An engaging presentation is an essential element of the interactive lecture. Although we acknowledge that some teachers seem to be naturally skilled at delivering lecture content in ways that listeners find inherently interesting, many of us who teach in the trenches of academe are not. Furthermore, some of the content we must deliver simply lacks luster. Yet regardless of our personal style or the challenges of the content, we can ensure we make the most of what we have. The Tips in Part 2 of this book provide concise, research-based pointers for designing and implementing lecture presentations that promote meaningful learning and in ways that student learners will find engaging. They are organized on the key themes in the research and represent the factors faculty members should intentionally incorporate when crafting interactive lectures. We illustrate these interlinking elements in Figure 2.2.

Diagram for Engaging Presentation Elements: Focus, Format, Supports, Climate, and Communication.

Figure 2.2 Engaging Presentation Elements

The Tips are organized into five categories that loosely correspond to the five engaging presentation elements. The Tips correlate as well as to the stages of preparing for and then delivering lecture content. We illustrate the connections between presentation elements and Tips in Table 2.2.

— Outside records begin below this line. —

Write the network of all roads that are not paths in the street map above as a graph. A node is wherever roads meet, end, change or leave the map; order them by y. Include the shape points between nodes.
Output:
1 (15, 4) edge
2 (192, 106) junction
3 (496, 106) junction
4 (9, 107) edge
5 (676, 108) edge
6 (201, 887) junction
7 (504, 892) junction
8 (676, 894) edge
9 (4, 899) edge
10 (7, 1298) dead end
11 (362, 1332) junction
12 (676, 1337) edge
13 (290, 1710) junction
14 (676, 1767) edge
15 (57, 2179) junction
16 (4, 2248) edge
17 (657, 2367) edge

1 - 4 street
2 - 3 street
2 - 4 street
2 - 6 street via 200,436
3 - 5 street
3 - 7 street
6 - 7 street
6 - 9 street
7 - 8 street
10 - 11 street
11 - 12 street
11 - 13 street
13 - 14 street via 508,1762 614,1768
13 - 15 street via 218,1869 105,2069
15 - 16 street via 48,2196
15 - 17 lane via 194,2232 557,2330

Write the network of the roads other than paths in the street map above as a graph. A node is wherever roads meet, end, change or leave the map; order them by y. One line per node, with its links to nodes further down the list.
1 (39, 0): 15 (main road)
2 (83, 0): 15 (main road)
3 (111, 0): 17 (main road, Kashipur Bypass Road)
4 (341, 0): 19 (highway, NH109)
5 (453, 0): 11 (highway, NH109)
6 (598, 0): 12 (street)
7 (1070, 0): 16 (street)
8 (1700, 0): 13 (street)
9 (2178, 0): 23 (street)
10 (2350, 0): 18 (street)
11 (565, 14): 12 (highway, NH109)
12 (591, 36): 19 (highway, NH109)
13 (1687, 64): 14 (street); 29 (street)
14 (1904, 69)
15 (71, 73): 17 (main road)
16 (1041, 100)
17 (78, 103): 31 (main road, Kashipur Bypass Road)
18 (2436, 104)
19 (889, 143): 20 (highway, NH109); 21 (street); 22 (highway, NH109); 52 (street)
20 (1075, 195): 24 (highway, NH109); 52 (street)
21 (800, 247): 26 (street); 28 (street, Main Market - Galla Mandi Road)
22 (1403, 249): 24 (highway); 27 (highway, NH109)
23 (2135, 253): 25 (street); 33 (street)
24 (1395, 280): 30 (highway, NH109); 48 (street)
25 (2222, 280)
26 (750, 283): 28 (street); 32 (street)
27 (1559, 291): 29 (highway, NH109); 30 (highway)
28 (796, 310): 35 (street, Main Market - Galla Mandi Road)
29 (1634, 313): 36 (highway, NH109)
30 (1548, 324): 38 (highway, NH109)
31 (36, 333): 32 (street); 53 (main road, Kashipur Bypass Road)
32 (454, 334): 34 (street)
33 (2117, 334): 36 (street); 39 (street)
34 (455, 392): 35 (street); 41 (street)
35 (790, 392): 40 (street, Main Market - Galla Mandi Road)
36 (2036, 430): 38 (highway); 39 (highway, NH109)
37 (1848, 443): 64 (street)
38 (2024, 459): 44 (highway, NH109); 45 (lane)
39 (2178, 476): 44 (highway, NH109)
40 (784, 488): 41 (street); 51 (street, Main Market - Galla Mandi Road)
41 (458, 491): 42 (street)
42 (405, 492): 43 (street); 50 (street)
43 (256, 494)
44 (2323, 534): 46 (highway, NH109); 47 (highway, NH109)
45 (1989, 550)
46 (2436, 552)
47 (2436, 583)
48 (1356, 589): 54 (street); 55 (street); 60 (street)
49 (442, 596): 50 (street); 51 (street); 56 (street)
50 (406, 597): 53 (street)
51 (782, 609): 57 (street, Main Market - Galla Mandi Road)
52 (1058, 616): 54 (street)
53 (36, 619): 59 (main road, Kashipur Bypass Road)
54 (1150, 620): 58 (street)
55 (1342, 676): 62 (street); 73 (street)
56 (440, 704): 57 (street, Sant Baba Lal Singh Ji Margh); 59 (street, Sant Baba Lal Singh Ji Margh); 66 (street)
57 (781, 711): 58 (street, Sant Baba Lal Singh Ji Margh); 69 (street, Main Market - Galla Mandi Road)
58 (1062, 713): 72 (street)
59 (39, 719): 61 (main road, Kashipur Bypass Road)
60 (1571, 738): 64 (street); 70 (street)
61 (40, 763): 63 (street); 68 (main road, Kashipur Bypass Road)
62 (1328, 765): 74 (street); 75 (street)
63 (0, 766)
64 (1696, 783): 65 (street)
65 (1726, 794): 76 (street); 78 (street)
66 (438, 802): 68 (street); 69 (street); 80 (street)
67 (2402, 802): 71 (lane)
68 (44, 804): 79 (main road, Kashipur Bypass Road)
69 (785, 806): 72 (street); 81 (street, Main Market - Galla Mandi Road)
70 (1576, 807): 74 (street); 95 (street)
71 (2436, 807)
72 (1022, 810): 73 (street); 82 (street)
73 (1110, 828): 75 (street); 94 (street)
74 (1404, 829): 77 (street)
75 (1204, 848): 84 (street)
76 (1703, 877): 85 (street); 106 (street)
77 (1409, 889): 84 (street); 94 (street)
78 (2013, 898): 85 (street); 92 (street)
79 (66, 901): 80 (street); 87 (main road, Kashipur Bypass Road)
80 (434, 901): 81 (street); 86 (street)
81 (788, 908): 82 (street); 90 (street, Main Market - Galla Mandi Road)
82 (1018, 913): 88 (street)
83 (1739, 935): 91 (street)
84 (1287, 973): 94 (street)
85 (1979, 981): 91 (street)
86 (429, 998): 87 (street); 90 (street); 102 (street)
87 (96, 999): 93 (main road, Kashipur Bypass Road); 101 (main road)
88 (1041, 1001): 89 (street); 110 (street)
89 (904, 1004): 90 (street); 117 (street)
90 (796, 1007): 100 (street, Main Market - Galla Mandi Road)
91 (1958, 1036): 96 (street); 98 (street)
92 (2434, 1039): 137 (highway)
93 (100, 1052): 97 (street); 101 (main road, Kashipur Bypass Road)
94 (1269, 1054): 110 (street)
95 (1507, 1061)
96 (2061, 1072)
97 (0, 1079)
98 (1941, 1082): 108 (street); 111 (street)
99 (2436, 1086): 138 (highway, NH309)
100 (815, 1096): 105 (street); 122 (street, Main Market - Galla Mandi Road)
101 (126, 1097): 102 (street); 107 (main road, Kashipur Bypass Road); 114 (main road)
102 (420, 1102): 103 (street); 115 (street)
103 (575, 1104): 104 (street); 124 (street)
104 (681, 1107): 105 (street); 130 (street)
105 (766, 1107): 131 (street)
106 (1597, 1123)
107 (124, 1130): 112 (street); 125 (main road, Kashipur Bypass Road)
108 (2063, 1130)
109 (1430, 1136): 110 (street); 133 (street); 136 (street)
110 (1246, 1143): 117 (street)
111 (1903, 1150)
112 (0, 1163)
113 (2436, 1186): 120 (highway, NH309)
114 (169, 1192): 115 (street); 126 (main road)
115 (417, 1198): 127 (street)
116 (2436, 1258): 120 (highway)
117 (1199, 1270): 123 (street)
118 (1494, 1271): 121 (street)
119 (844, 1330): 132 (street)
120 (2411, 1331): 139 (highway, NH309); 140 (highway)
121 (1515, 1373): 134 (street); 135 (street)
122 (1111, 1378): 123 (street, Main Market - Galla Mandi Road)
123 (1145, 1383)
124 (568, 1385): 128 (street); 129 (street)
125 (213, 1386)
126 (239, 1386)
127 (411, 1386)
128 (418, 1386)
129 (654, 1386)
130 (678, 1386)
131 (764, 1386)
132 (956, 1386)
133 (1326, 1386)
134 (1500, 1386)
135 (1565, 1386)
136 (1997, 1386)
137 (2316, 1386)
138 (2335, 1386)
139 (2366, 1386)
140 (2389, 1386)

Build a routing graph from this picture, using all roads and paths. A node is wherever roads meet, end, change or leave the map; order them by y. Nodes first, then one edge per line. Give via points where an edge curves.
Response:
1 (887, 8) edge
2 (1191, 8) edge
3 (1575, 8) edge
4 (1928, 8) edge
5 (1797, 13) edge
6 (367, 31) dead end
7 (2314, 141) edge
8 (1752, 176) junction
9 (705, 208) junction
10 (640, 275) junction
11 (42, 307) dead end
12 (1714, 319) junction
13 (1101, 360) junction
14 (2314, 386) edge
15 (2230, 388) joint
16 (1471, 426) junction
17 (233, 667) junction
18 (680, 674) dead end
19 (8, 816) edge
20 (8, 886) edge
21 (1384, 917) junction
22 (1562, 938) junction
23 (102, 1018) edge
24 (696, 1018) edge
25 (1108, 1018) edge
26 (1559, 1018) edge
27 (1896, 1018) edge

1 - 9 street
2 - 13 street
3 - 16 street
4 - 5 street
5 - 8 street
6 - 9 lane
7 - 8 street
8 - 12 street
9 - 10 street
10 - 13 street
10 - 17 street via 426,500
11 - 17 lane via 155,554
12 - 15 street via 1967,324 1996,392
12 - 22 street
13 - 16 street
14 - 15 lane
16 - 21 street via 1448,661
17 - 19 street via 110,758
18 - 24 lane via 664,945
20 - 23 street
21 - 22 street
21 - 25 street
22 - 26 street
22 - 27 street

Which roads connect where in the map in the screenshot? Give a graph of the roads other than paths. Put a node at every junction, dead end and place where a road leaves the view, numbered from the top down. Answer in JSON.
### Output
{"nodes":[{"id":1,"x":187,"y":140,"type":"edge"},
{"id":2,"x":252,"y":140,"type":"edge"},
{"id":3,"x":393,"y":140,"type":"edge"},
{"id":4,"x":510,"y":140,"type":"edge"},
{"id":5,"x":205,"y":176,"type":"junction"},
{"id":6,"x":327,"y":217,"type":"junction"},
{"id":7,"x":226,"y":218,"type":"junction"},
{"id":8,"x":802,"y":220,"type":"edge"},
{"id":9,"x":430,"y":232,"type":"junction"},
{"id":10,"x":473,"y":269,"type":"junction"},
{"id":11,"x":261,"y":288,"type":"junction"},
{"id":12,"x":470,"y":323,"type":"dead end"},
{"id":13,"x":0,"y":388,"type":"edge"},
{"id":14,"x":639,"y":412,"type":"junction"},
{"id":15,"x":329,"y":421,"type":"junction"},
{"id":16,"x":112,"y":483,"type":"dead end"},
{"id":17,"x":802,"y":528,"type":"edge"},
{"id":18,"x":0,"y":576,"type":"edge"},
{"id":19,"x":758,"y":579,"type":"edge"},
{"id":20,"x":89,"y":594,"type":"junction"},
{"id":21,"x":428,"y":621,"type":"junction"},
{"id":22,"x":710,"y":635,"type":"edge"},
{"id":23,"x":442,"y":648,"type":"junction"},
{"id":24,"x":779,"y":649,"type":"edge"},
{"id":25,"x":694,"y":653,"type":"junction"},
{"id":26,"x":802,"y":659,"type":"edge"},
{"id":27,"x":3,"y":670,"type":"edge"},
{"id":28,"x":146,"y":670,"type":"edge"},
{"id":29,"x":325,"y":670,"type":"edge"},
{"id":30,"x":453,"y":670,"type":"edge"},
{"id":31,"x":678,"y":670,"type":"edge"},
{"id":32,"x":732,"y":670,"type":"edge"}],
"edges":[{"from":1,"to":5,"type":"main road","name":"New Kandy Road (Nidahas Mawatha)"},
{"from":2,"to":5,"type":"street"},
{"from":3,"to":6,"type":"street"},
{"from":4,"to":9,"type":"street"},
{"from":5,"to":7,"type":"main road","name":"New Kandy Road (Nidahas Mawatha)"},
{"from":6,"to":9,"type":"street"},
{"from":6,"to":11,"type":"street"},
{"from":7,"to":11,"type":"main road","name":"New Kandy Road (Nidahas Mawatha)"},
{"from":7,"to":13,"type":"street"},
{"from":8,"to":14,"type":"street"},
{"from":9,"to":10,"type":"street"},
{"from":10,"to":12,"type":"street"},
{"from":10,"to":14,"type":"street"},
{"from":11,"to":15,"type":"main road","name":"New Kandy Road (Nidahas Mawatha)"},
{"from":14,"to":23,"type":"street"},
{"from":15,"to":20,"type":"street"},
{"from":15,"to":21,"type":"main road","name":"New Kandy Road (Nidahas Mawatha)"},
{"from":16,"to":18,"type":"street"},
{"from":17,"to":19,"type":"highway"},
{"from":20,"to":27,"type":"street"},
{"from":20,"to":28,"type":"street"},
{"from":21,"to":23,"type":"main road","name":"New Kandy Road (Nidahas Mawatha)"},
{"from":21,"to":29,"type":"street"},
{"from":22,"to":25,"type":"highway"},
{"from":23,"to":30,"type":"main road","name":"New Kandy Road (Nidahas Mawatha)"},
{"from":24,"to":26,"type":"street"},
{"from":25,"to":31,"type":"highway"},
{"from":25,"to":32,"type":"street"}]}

Table 2.2 Engaging Presentation Elements Correlated to the Engaging Lecture Tips

Presentation Element and Tip Category These tips help you to . . . Corresponding Chapters
Focus Think through the overarching purpose and broad qualities that will shape your lecture
  1. 3. Setting Goals
  2. 4. Creating Content
Format Organize and express more precisely lecture content and structure
  1. 5. Structuring the Session
  2. 6. Leveraging the Language
Supports Produce the materials that will support presenting and understanding lecture content
  1. 7. Designing Effective Audiovisuals
  2. 8. Crafting Handouts and Supplements
Climate Ensure you are prepared and primed for the lecture, addressing the social side of the lecture, and carrying out the session efficiently and effectively
  1. 9. Demonstrating Readiness
  2. 10. Generating Enthusiasm and Interest
  3. 11. Managing the Session
Communication Use professional practices for speaking, taking questions, and wrapping up the session
  1. 12. Presenting Like a Professional
  2. 13. Asking and Answering Questions
  3. 14. Signaling the Takeaways

The engaging presentation Tips are intended to offer guidance on various aspects of lecturing so that you can maximize the effectiveness of your content presentation.

Active Learning

The second key component of interactive lecturing is active learning methods. In previous books in the College Teaching Techniques series, we argued for a broader understanding of active learning than simply associating the term with an instructional approach, activity, or technique. We suggested that active learning involves making students dynamic participants in their own learning in ways that require them to integrate new information into their personal knowledge and experience. As with what constitutes an engaging presentation, we suspect that what promotes active learning is different for different learners, but in general we suggest that active learning happens when students are engaged in their learning in one or more of the following ways:

  • Use sophisticated learning strategies
  • Seek deep, conceptual understanding rather than surface knowledge
  • Use learning strategies with personal relevance
  • Use self-regulatory and metacognitive strategies
  • Seek to share personal perspectives
  • Seek to understand others' perspectives
  • Demonstrate curiosity, interest, and enthusiasm
  • Offer input or suggestions
  • Seek out additional and further opportunities for learning

Although active learning can happen anywhere and at any time, we propose that when identifying an approach to promote active learning in a college course, teachers should consider two components: a learning task and a goal for the level of activity involved. By learning task, we mean an academic activity that an instructor has intentionally designed for students to do to help them meet important learning outcomes. By level of activity, we mean students' mental investment and the strategies they use to reflect on and monitor the processes and the results of their learning.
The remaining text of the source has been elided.